The Twelve Articles were reproduced repeatedly and distributed widely; many of the 25,000 printed copies would have been read out publicly and discussed in villages and towns. Although similar texts appeared, only the Twelve Articles became known all over central and southern Germany, thereby helping to turn numerous local conflicts into the Peasants’ War.

Contested inheritance: an anonymous artist’s woodcut on the title page of one of numerous editions of the Twelve Articles published in spring 1525. Wikimedia
In March this year, speaking on the Twelve Articles’ quincentenary, German president Frank-Walter Steinmeier insisted that they “were not a footnote in Germany history” but “triggered a movement for freedom that spread like wildfire throughout southern and central Germany.” Memmingen, he claimed, “was the starting point of a mass uprising for freedom and justice.” Maybe Roper’s German publisher agrees, because the German edition of her book, published months before the English original, includes the original text of the Twelve Articles and a rendering into today’s German.
According to Steinmeier, the ideas first formulated in the Twelve Articles were taken up another three times: during the 1848 Revolution, by the drafters of the West German constitution, and in 1989 when the “brave women and men in Plauen, Leipzig, East-Berlin and many other places fought for freedom.” “Remembering the places, actors, ideas and events in our history of freedom is more important than ever in these turbulent times,” Steinmeier said. “[L]iberal democracy is being threatened and attacked — both internally and externally, and with a force many of us would never have imagined.”
In a thinly veiled reference to the far-right Alternative for Germany, or AfD, the president warned: “At the same time, we are witnessing that those who invoke historical freedom movements are precisely those who incite hatred against democratic institutions and want to allow freedom to apply only to themselves and their peers.” Leaders of the AfD have indeed tried to style themselves as the legitimate heirs of the March revolutionaries of 1848 (and demanded that 18 March, the day soldiers opened fire on demonstrators in Berlin, be declared a national day of remembrance). They have also embraced the failed Hitler assassin Claus Schenk Graf von Stauffenberg and have claimed to act in the tradition of the demonstrators who brought about the fall of the East German regime.
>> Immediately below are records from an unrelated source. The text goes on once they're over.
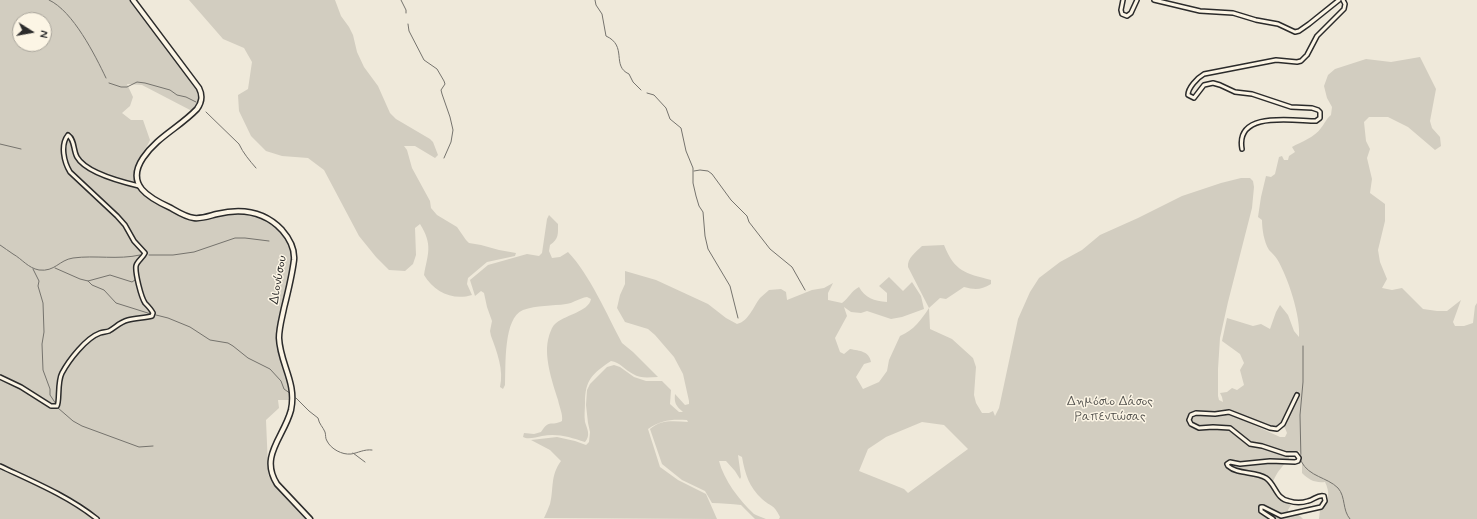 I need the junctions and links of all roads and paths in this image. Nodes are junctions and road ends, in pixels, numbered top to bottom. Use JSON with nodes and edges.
{"nodes":[{"id":1,"x":133,"y":0,"type":"edge"},
{"id":2,"x":1123,"y":0,"type":"edge"},
{"id":3,"x":1137,"y":0,"type":"edge"},
{"id":4,"x":1154,"y":0,"type":"edge"},
{"id":5,"x":1339,"y":0,"type":"edge"},
{"id":6,"x":1343,"y":0,"type":"edge"},
{"id":7,"x":1242,"y":149,"type":"dead end"},
{"id":8,"x":139,"y":186,"type":"junction"},
{"id":9,"x":0,"y":377,"type":"edge"},
{"id":10,"x":1298,"y":395,"type":"dead end"},
{"id":11,"x":0,"y":466,"type":"edge"},
{"id":12,"x":97,"y":519,"type":"edge"},
{"id":13,"x":310,"y":519,"type":"edge"},
{"id":14,"x":1272,"y":519,"type":"edge"}],
"edges":[{"from":1,"to":8,"type":"main road"},
{"from":2,"to":3,"type":"street"},
{"from":4,"to":5,"type":"street"},
{"from":6,"to":7,"type":"street"},
{"from":8,"to":9,"type":"street"},
{"from":8,"to":13,"type":"main road","name":"Διονύσου"},
{"from":10,"to":14,"type":"street"},
{"from":11,"to":12,"type":"street"}]}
Twelve Articles for today: German president Frank-Walter Steinmeier speaking in Memmingen’s St Martin’s Church on 15 March at a commemoration of the quincentenary of the Twelve Articles. Stefan Puchner/dpa via Alamy
The Social Democrat Steinmeier is not the first German head of state to commemorate the publication of the Twelve Articles in Memmingen. In 2000, Johannes Rau, another Social Democrat, marked the 475th anniversary by insisting that the authors of the Twelve Articles are part of a tradition stretching from Amos to Martin Luther King and from Dietrich Bonhoeffer to the East Timorese bishop Carlos Belo. In 2009, Rau’s immediate successor, Christian Democrat Horst Köhler, referred to the Twelve Articles in a speech lauding the writer and former East German dissident Reiner Kunze, recipient of the Memmingen Freedom Prize 1525. Köhler, too, referred to the eighth-century BC prophet Amos, and like Steinmeier and Rau declared the Twelve Articles to be a kind of human rights charter.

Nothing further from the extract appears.